Er hatte eher etwas wie den Victoria-Bahnhof erwartet mit seinen gemütlichen alten Backsteinmauern, seinen Verkaufskiosken und Straßenmusikanten, die der Polizei immer eine Nasenlänge voraus waren. Aber King’s Cross war ganz anders: große Flächen gefliesten Bodens, marktschreierische Reklametafeln, die von der Decke herabhingen, Bücherstände, Kioske mit Süßigkeiten, Hamburgerbuden. Und die vielen Leute! Viel mehr, als er erwartet hatte. In langen Schlangen standen sie vor den Schalterfenstern, rannten, rasch noch einen Imbiß hinunterschlingend, zu ihren Zügen, redeten, lachten, umarmten sich abschiednehmend. Menschen jeder Rasse und Hautfarbe. Wie ungewohnt! Der Lärm und das Durcheinander verwirrten ihn.

»Wollen Sie aussteigen, Pater, oder haben Sie vor, hier zu nächtigen?«

Verdutzt blickte Pater Hart in das rotwangige Gesicht des Schaffners, der ihm am Morgen bei der Abfahrt des Zuges aus York bei der Suche nach seinem Platz geholfen hatte. Es war ein freundliches nordenglisches Bauerngesicht, vom Wind der Hochmoore mit einem Netzwerk feiner geplatzter Äderchen gezeichnet.

»Wie? Ich – O ja... Ich muß raus.« Pater Hart machte entschlossene Anstrengungen, sich von seinem Platz zu erheben. »Ich war seit Jahren nicht mehr in London«, fügte er hinzu, als könne diese Bemerkung sein Widerstreben, den Zug zu verlassen, erklären.

Der Schaffner nahm sie als Aufforderung zum Gespräch.

»Kommen Sie, ich helfe Ihnen«, sagte er. »Haben Sie Ihren Koffer?«

»Ich – ja, ja, ich hab’ ihn.«

Pater Hart ignorierte die hilfreich dargebotene Hand des Mannes. Schon spürte er den Schweiß an den Händen und unter den Achseln, in den Lenden und in den Kniekehlen und fragte sich, wie er diesen Tag überstehen sollte.

»Gut, dann raus auf den Bahnsteig.«

Pater Hart spürte den neugierigen Blick des Schaffners, der von seinem Gesicht zum Aktenkoffer glitt. Er hielt den Griff des Köfferchens fester. In der Hoffnung, dadurch entschlossener zu wirken, spannte er seinen Körper an, bekam aber nur einen äußerst schmerzhaften Krampf im linken Fuß. Er stöhnte vor Schmerz.
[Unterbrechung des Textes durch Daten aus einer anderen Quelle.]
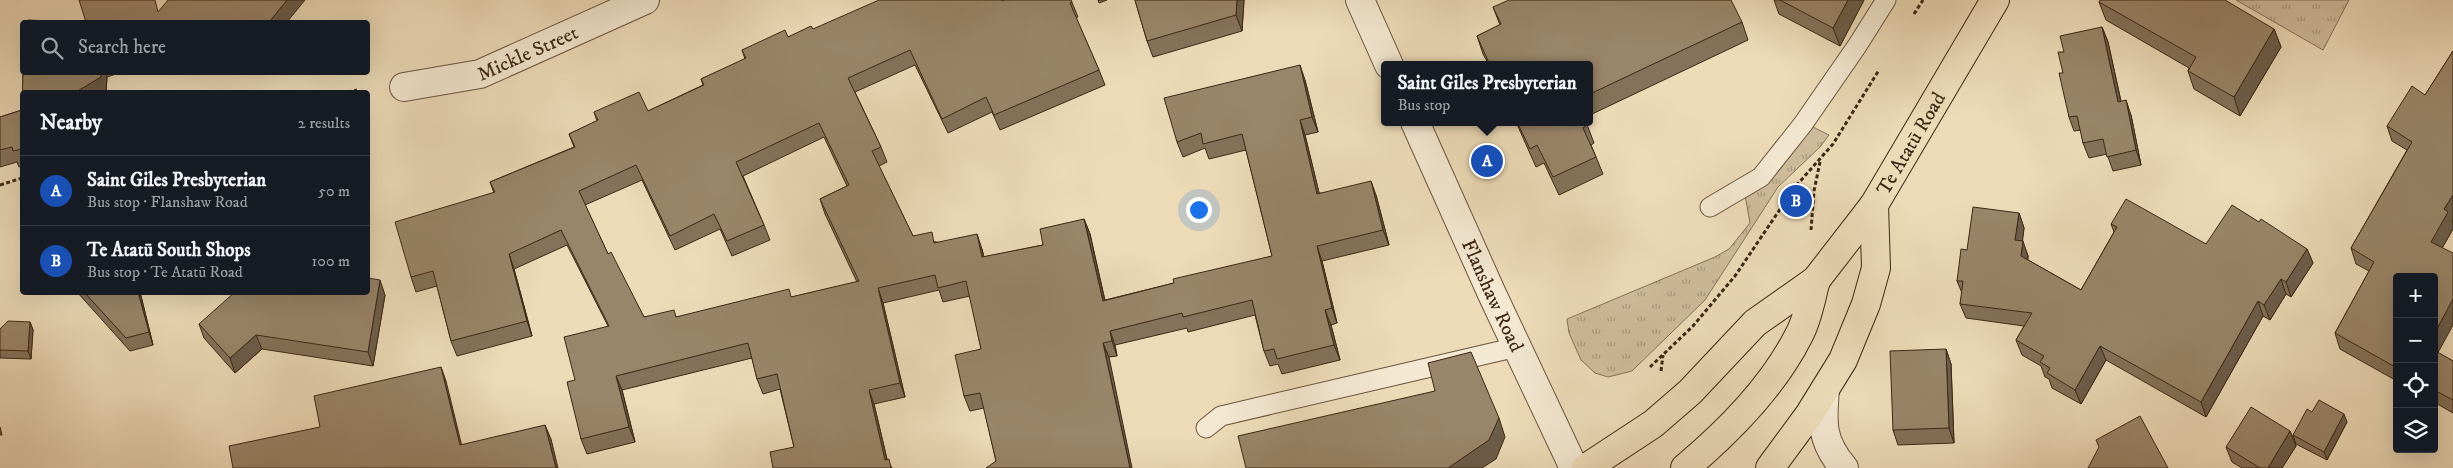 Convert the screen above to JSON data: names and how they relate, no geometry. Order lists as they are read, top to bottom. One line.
{"streets":{"main road":["Te Atatū Road"],"street":["Mickle Street","Flanshaw Road"]},"page":{"search":"Search here","popup":["Saint Giles Presbyterian","Bus stop"],"heading":["Nearby","2 results"],"pins":["A","B"],"list":[{"mark":"A","name":"Saint Giles Presbyterian","note":"Bus stop · Flanshaw Road","value":"50 m"},{"mark":"B","name":"Te Atatū South Shops","note":"Bus stop · Te Atatū Road","value":"100 m"}],"map_buttons":["+","−"]}}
Der Schaffner war besorgt. »Sie sollten vielleicht besser nicht allein reisen. Brauchen Sie wirklich keine Hilfe?«

Doch, natürlich brauchte er Hilfe. Aber es konnte ihm keiner helfen. Er konnte sich nicht einmal selbst helfen.

»Nein, nein. Ich bin gleich draußen. Sie waren sehr freundlich. Heute morgen mit meinem Sitzplatz, meine ich. In der ersten Verwirrung.«

Der Schaffner winkte ab.

»Machen Sie sich da nichts draus. Viele Leute wissen nicht, daß mit den Karten auch Plätze reserviert sind. Ist ja alles glattgegangen, nicht?«

»Ja. Ich denke doch...«

Pater Hart holte in aller Eile tief Luft. Den Gang entlang, zur Tür hinaus, zur Untergrundbahn, befahl er sich. Das mußte doch zu schaffen sein. Er schlurfte zur Wagentür. Der Koffer, den er mit beiden Händen in Bauchhöhe hielt, schlug ihm bei jedem Schritt gegen die Schenkel.
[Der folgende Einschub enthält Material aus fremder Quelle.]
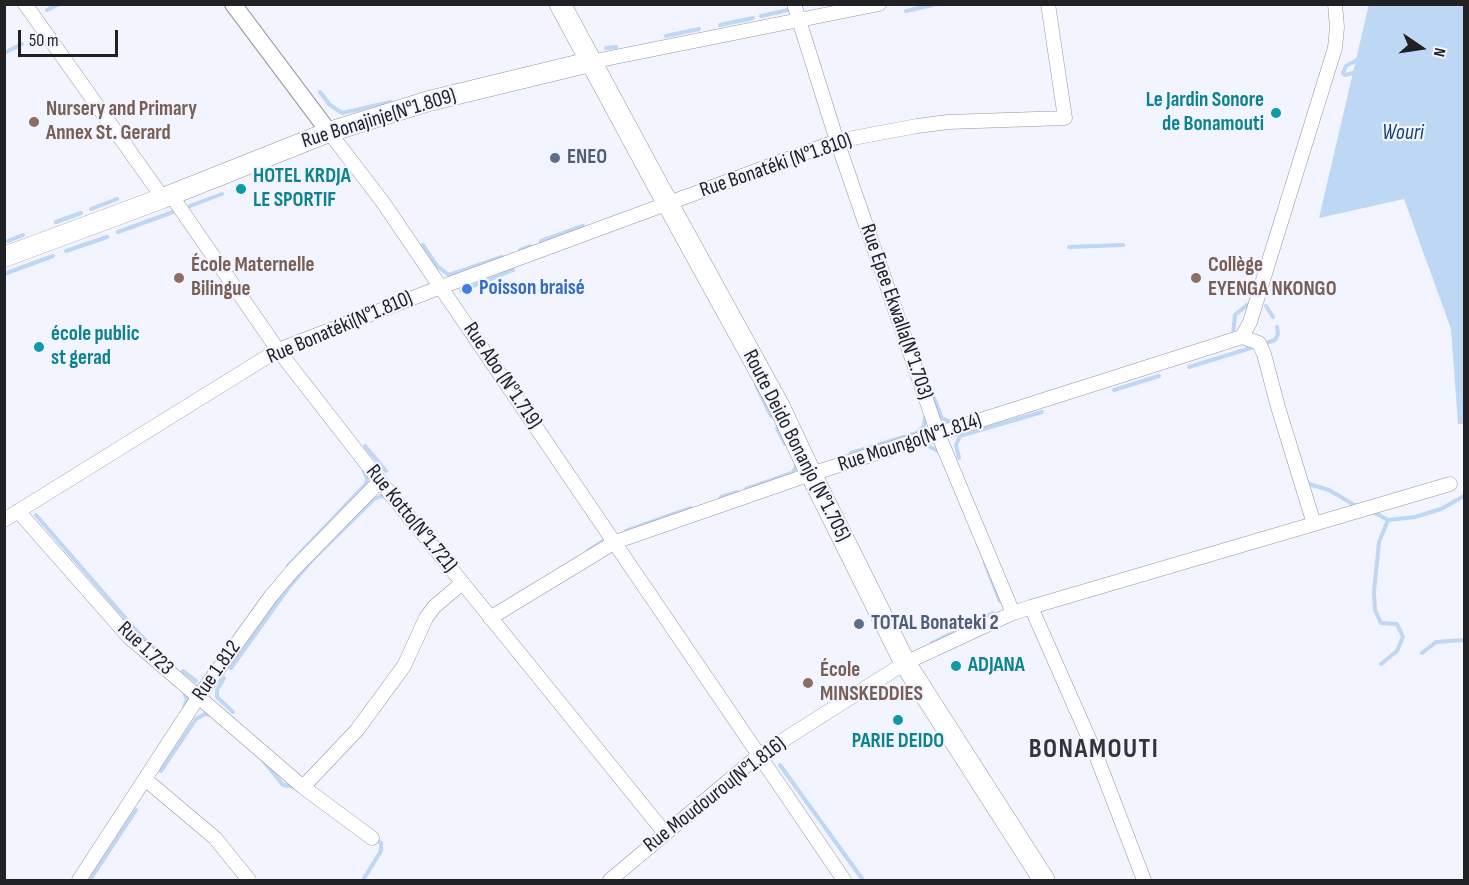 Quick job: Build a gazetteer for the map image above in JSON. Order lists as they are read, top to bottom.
{
  "streets": {
    "main road": ["Rue Bonajinje(N°1.809)", "Route Deido Bonanjo (N°1.705)"],
    "street": [
      "Rue Bonatéki (N°1.810)",
      "Rue Epee Ekwalla(N°1.703)",
      "Rue Bonatéki(N°1.810)",
      "Rue Abo (N°1.719)",
      "Rue Moungo(N°1.814)",
      "Rue Kotto(N°1.721)",
      "Rue 1.723",
      "Rue 1.812",
      "Rue Moudourou(N°1.816)"
    ]
  },
  "crossings": [
    ["Rue Bonajinje(N°1.809)", "Rue Abo (N°1.719)"],
    ["Rue Bonajinje(N°1.809)", "Route Deido Bonanjo (N°1.705)"],
    ["Rue Bonajinje(N°1.809)", "Rue Kotto(N°1.721)"],
    ["Rue Bonatéki (N°1.810)", "Rue Epee Ekwalla(N°1.703)"],
    ["Rue Bonatéki (N°1.810)", "Rue Bonatéki(N°1.810)"],
    ["Rue Bonatéki (N°1.810)", "Route Deido Bonanjo (N°1.705)"],
    ["Rue Epee Ekwalla(N°1.703)", "Rue Moungo(N°1.814)"],
    ["Rue Epee Ekwalla(N°1.703)", "Rue Moudourou(N°1.816)"],
    ["Rue Bonatéki(N°1.810)", "Rue Abo (N°1.719)"],
    ["Rue Bonatéki(N°1.810)", "Route Deido Bonanjo (N°1.705)"],
    ["Rue Bonatéki(N°1.810)", "Rue Kotto(N°1.721)"],
    ["Rue Bonatéki(N°1.810)", "Rue 1.723"],
    ["Rue Abo (N°1.719)", "Rue Moungo(N°1.814)"],
    ["Rue Abo (N°1.719)", "Rue Moudourou(N°1.816)"],
    ["Rue Moungo(N°1.814)", "Route Deido Bonanjo (N°1.705)"],
    ["Rue Moungo(N°1.814)", "Rue Kotto(N°1.721)"],
    ["Route Deido Bonanjo (N°1.705)", "Rue Moudourou(N°1.816)"],
    ["Rue Kotto(N°1.721)", "Rue 1.812"],
    ["Rue Kotto(N°1.721)", "Rue Moudourou(N°1.816)"],
    ["Rue 1.723", "Rue 1.812"]
  ],
  "districts": ["BONAMOUTI"],
  "water": ["Wouri"],
  "places": [
    "Le Jardin Sonore de Bonamouti",
    "Nursery and Primary Annex St. Gerard",
    "ENEO",
    "HOTEL KRDJA LE SPORTIF",
    "École Maternelle Bilingue",
    "Collège EYENGA NKONGO",
    "Poisson braisé",
    "école public st gerad",
    "TOTAL Bonateki 2",
    "ADJANA",
    "École MINSKEDDIES",
    "PARIE DEIDO"
  ],
  "scale_bar": "50 m",
  "north": "right"
}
»Moment, Pater«, sagte der Schaffner hinter ihm. »Die Tür geht ein bißchen schwer. Lassen Sie mich das machen.«

Er ließ den Mann in dem engen Gang an sich vorbei. Schon drängten zur hinteren Tür zwei mißmutige Männer vom Reinigungspersonal herein, mit Müllsäcken über den Schultern, um den Zug für die Rückfahrt nach York in Schuß zu bringen. Es waren zwei Pakistanis, und obwohl sie englisch sprachen, konnte Pater Hart infolge ihres exotischen Akzents kein Wort verstehen.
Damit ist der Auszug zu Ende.